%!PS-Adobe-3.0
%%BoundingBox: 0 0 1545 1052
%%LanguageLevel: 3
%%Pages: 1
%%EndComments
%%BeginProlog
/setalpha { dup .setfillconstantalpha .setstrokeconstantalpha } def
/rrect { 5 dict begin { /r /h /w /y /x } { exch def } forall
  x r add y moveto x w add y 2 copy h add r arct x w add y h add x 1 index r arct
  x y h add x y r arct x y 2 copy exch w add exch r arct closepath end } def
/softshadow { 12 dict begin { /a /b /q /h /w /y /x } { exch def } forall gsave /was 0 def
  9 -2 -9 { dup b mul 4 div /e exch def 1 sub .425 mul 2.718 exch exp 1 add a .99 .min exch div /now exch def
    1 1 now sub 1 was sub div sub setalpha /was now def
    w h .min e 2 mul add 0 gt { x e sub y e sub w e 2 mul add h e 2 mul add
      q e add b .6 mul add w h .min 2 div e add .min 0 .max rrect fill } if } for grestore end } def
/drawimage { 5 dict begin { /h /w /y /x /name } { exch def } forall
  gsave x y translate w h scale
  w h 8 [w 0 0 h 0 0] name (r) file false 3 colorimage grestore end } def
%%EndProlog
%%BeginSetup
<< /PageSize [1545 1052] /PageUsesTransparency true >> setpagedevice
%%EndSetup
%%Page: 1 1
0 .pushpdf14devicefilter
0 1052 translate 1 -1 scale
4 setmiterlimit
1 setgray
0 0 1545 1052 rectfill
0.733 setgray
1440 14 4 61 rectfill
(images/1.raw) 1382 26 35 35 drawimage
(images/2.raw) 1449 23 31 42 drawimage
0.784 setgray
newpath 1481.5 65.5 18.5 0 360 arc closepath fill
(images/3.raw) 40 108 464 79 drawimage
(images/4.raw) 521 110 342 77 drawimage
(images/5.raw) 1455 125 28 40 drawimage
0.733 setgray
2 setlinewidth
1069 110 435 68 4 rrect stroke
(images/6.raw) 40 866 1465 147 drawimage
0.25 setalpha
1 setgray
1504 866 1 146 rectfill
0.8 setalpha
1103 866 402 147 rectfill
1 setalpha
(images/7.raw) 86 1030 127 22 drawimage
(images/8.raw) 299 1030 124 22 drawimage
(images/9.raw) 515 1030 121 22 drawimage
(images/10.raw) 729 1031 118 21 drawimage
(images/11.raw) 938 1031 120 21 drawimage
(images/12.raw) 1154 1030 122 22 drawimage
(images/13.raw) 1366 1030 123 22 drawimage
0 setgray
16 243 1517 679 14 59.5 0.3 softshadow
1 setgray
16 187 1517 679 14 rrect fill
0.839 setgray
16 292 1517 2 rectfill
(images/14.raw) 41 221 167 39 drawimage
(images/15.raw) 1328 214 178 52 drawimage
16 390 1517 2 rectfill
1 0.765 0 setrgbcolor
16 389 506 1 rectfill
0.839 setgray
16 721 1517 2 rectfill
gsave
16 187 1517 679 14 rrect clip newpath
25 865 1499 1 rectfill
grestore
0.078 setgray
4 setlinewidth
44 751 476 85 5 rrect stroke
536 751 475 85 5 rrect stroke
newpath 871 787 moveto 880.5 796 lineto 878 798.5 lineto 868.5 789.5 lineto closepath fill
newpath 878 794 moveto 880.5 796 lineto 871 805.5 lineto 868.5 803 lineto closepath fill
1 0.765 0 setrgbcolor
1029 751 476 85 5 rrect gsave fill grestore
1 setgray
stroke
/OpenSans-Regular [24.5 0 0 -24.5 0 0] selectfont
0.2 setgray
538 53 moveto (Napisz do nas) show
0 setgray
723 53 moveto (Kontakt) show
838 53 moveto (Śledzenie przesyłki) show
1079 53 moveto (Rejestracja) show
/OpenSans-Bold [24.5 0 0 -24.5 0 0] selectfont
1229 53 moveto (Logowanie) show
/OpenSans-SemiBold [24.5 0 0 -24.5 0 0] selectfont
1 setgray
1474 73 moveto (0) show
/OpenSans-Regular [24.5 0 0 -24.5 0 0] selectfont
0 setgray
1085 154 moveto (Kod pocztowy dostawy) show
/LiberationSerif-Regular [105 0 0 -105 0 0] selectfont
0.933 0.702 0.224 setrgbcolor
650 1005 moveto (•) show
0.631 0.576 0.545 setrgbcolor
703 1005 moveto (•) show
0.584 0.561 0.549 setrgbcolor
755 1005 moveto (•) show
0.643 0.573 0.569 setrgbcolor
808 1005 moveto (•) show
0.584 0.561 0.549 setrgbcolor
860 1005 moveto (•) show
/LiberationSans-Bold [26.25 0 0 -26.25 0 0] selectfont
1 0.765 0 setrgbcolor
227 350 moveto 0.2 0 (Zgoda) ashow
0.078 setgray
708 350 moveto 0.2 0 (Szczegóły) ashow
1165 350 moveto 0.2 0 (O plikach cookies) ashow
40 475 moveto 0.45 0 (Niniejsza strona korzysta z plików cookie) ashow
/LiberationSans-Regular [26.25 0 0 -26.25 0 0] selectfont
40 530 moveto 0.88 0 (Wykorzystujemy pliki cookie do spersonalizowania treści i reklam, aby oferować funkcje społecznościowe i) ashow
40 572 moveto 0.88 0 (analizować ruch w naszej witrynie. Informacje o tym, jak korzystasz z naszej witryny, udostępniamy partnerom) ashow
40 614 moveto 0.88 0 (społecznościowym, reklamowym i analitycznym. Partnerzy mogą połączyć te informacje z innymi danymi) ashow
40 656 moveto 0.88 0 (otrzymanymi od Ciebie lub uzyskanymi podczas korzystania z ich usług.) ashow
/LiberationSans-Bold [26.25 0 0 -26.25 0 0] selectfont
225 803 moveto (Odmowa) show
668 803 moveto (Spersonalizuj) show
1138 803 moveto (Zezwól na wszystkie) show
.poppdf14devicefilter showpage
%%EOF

__________

### Description of the task
Since only part of the listing is wanted, copy exactly the lines from the one holding "w h 8 [w 0 0" to the one holding "0 1052 translate 1 -1 scale", both included.

### Output for this task
  w h 8 [w 0 0 h 0 0] name (r) file false 3 colorimage grestore end } def
%%EndProlog
%%BeginSetup
<< /PageSize [1545 1052] /PageUsesTransparency true >> setpagedevice
%%EndSetup
%%Page: 1 1
0 .pushpdf14devicefilter
0 1052 translate 1 -1 scale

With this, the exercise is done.